Het rode zand van Mars | ||||
---|---|---|---|---|
Oorspronkelijke titel | The Sands of Mars | |||
Auteur(s) | Arthur C. Clarke | |||
Vertaler | Kees van den Broek | |||
Kaftontwerper | Chriss Foss | |||
Land | Verenigd Koninkrijk | |||
Taal | Nederlands | |||
Oorspronkelijke taal | Engels | |||
Reeks/serie | Bruna SF | |||
Genre | Sciencefiction | |||
Uitgever | A.W. Bruna Uitgevers | |||
Uitgegeven | 1970/1979 | |||
Oorspronkelijk uitgegeven | 1951 | |||
Medium | pocketboek | |||
Pagina's | 224 | |||
Grootte | 180 x 115 | |||
ISBN | 90-229-9103-2 | |||
|
Het rode zand van Mars[1] (oorspronkelijke titel: The Sands of Mars) is een sciencefictionroman van Arthur C. Clarke uit 1951. Het rode zand van Mars is Clarkes eerste gepubliceerde roman (hij had al een oeuvre als verhaalschrijver achter zich).
Martin Gibson is ruimtevaartjournalist. Hij mag in die hoedanigheid mee op een ruimtereis naar Mars. Tot dan toe waren alleen wetenschappers naar de rode planeet gezonden, maar men wil de reizen ook commercieel gaan uitvoeren. Gibson heeft voordat hij zelf op reis mag, verhalen over de ruimtereizen geschreven aan de hand van derden, maar mag nu zelf ondervinden hoe het is. Gibson wordt begeleid door Jimmy Spencer, aspirant kosmonaut, waarvan later vaststaat dat het de zoon is van Gibson.
De reis begint met een reis naar Ruimstestation Eee, vervolgens naar de basis op Phobos en dan naar een van de koepelsteden op Mars. Gibson, ooit student aan de Universiteit van Cambridge maakt zich zodra de reis vaste vormen aanneemt zorgen. Hij zal toch niet de boeken ingaan als de journalist over ruimtevaart, die ten onder gaat aan ruimteziekte. De reis aan boord van de Ares gaat echter voorspoedig, doch het slot wordt gewijzigd. In plaats van op Phobos te landen moet men zonder verdere toelichting landen op Deimos.
Eenmaal toch op Mars ontdekt Gibson, dat Mars zich los probeert te weken van thuisplaneet de Aarde. Dat heeft te maken met het feit dat juist de wetenschappers Mars als ultiem doel voor onderzoek zagen en vervolgens de Aarde er weinig geld voor over hadden de verafgelegen kolonies te onderhouden. Na enige tijd komt Martin er achter, dat er Marswezens zijn, die van planten leven. Voorts ontdekt hij dat de Marsbewoners bezig zijn met een project De dageraad. De omweg bij aankomst blijkt veroorzaakt te zijn doordat men bezig was Phobos om te bouwen tot een kleine zon.

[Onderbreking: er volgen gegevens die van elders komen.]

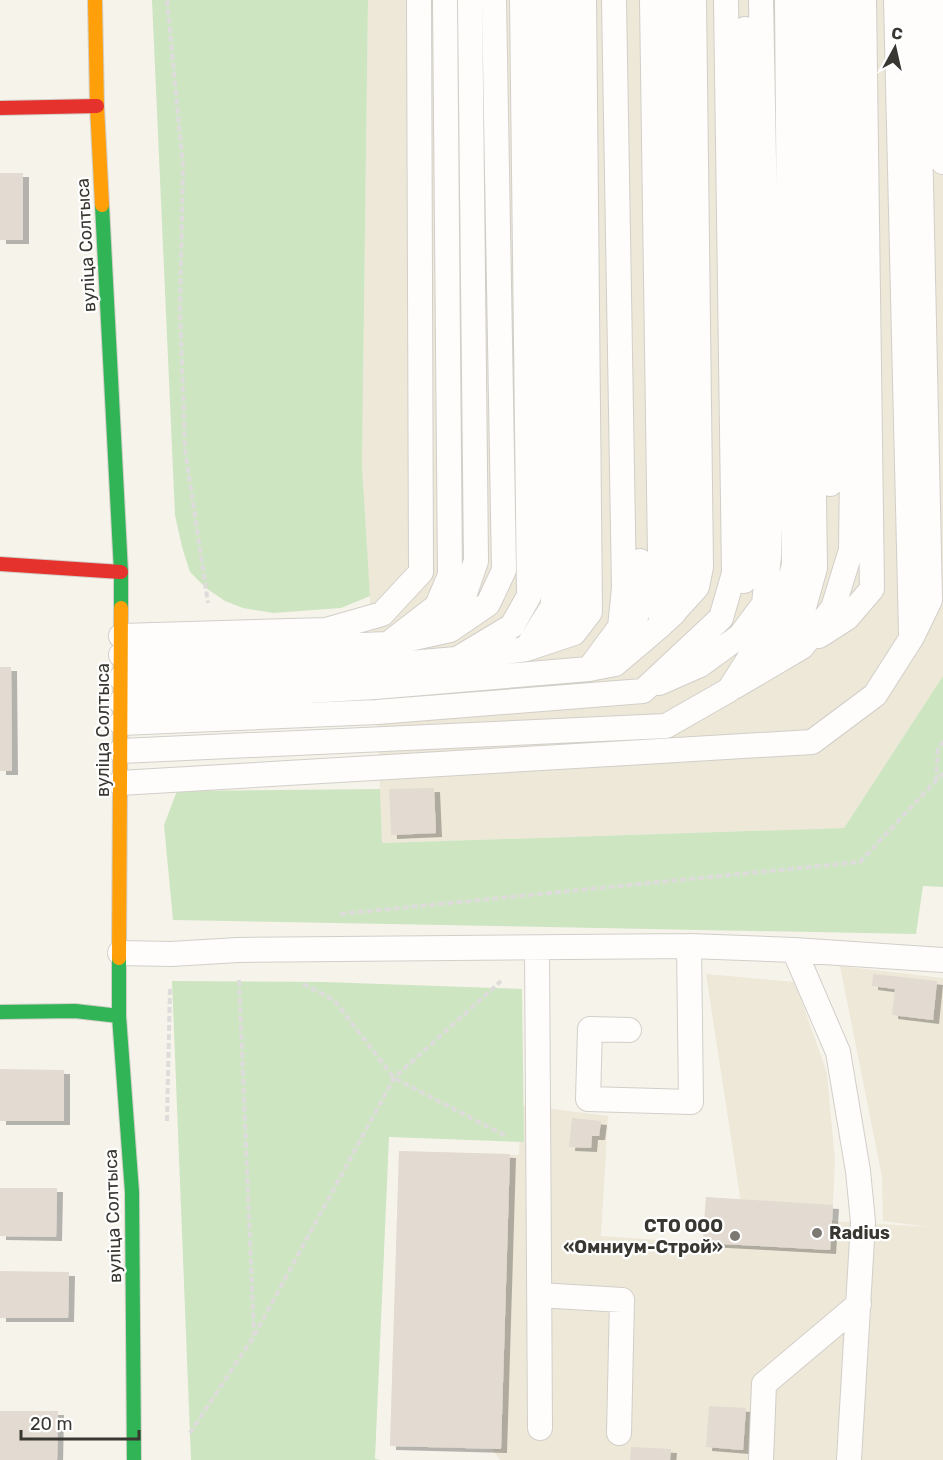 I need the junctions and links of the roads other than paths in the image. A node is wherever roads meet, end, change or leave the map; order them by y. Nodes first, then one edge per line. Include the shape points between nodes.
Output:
1 (95, 0) edge
2 (419, 0) edge
3 (445, 0) edge
4 (470, 0) edge
5 (494, 0) edge
6 (522, 0) edge
7 (546, 0) edge
8 (564, 0) edge
9 (584, 0) edge
10 (614, 0) edge
11 (630, 0) edge
12 (652, 0) edge
13 (671, 0) edge
14 (694, 0) edge
15 (726, 0) edge
16 (745, 0) edge
17 (761, 0) edge
18 (787, 0) edge
19 (807, 0) edge
20 (825, 0) edge
21 (845, 0) edge
22 (864, 0) edge
23 (896, 0) edge
24 (917, 0) edge
25 (940, 0) edge
26 (97, 106) junction
27 (0, 108) edge
28 (943, 162) edge
29 (0, 564) edge
30 (121, 572) junction
31 (943, 573) edge
32 (930, 600) junction
33 (721, 618) junction
34 (668, 619) junction
35 (432, 634) junction
36 (801, 636) junction
37 (912, 637) junction
38 (550, 642) junction
39 (387, 644) junction
40 (526, 649) junction
41 (121, 656) junction
42 (457, 659) junction
43 (615, 664) junction
44 (589, 669) junction
45 (729, 690) junction
46 (642, 691) junction
47 (121, 713) junction
48 (120, 752) junction
49 (120, 783) junction
50 (690, 946) junction
51 (537, 948) junction
52 (794, 950) junction
53 (120, 953) junction
54 (943, 960) edge
55 (0, 1012) edge
56 (119, 1016) junction
57 (629, 1030) dead end
58 (539, 1295) junction
59 (859, 1305) junction
60 (540, 1428) dead end
61 (619, 1433) dead end
62 (134, 1460) edge
63 (761, 1460) edge
64 (849, 1460) edge

1 - 26 main road, вуліца Солтыса
2 - 41 lane via 421,572 382,614 371,619 326,630 213,633
3 - 39 lane via 450,575 436,606
4 - 35 lane via 476,561 463,599
5 - 35 lane via 504,570 488,604 450,630
6 - 42 lane via 529,596 512,626
7 - 40 lane via 553,606
8 - 38 lane via 572,612
9 - 38 lane via 590,612 574,633
10 - 44 lane via 624,588 620,627
11 - 43 lane via 640,607
12 - 34 lane
13 - 34 lane via 684,566
14 - 34 lane via 701,567 697,587
15 - 33 lane via 734,573
16 - 33 lane via 754,507 748,574
17 - 46 lane via 770,479 764,604 740,636 708,660
18 - 45 lane via 794,565 783,605
19 - 36 lane via 815,568
20 - 36 lane via 831,532 829,582
21 - 36 lane via 852,550 833,608
22 - 36 lane via 872,589 847,618
23 - 37 lane
24 - 32 lane
25 - 28 lane
26 - 27 main road
26 - 30 main road, вуліца Солтыса
29 - 30 main road
30 - 41 main road, вуліца Солтыса
31 - 32 lane
32 - 37 lane
33 - 46 lane
34 - 43 lane
35 - 39 lane
36 - 45 lane
37 - 49 lane via 875,695 812,742
38 - 40 lane
39 - 41 lane
40 - 42 lane
41 - 42 lane via 374,666
41 - 47 main road, вуліца Солтыса
43 - 44 lane
44 - 47 lane
45 - 48 lane via 666,726
46 - 47 lane via 376,712
47 - 48 main road, вуліца Солтыса
48 - 49 main road, вуліца Солтыса
49 - 53 main road, вуліца Солтыса
50 - 51 lane
50 - 52 lane
50 - 57 lane via 692,1102 588,1099 590,1029
51 - 53 lane
51 - 58 lane
52 - 54 lane
52 - 59 lane via 838,1052 863,1222
53 - 56 main road, вуліца Солтыса
55 - 56 main road via 75,1011
56 - 62 main road, вуліца Солтыса via 132,1192
58 - 60 lane
58 - 61 lane via 622,1300
59 - 63 lane via 764,1384
59 - 64 lane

Het licht van de Zon is onvoldoende om Mars te voorzien van warmte. Tijdens het verblijf van Gibson leert hij ook dat men de plant, die wordt gegeten, kan gebruiken om de planeet te voorzien van voldoende zuurstof, zodat men op den duur zonder de koepels verder kan. Alles is niet in de zin van het hoofdbestuur op Aarde. Men roept dan ook de leider van de Marskolonie terug, maar het is onvermijdelijk dat Mars steeds zelfstandiger zal worden.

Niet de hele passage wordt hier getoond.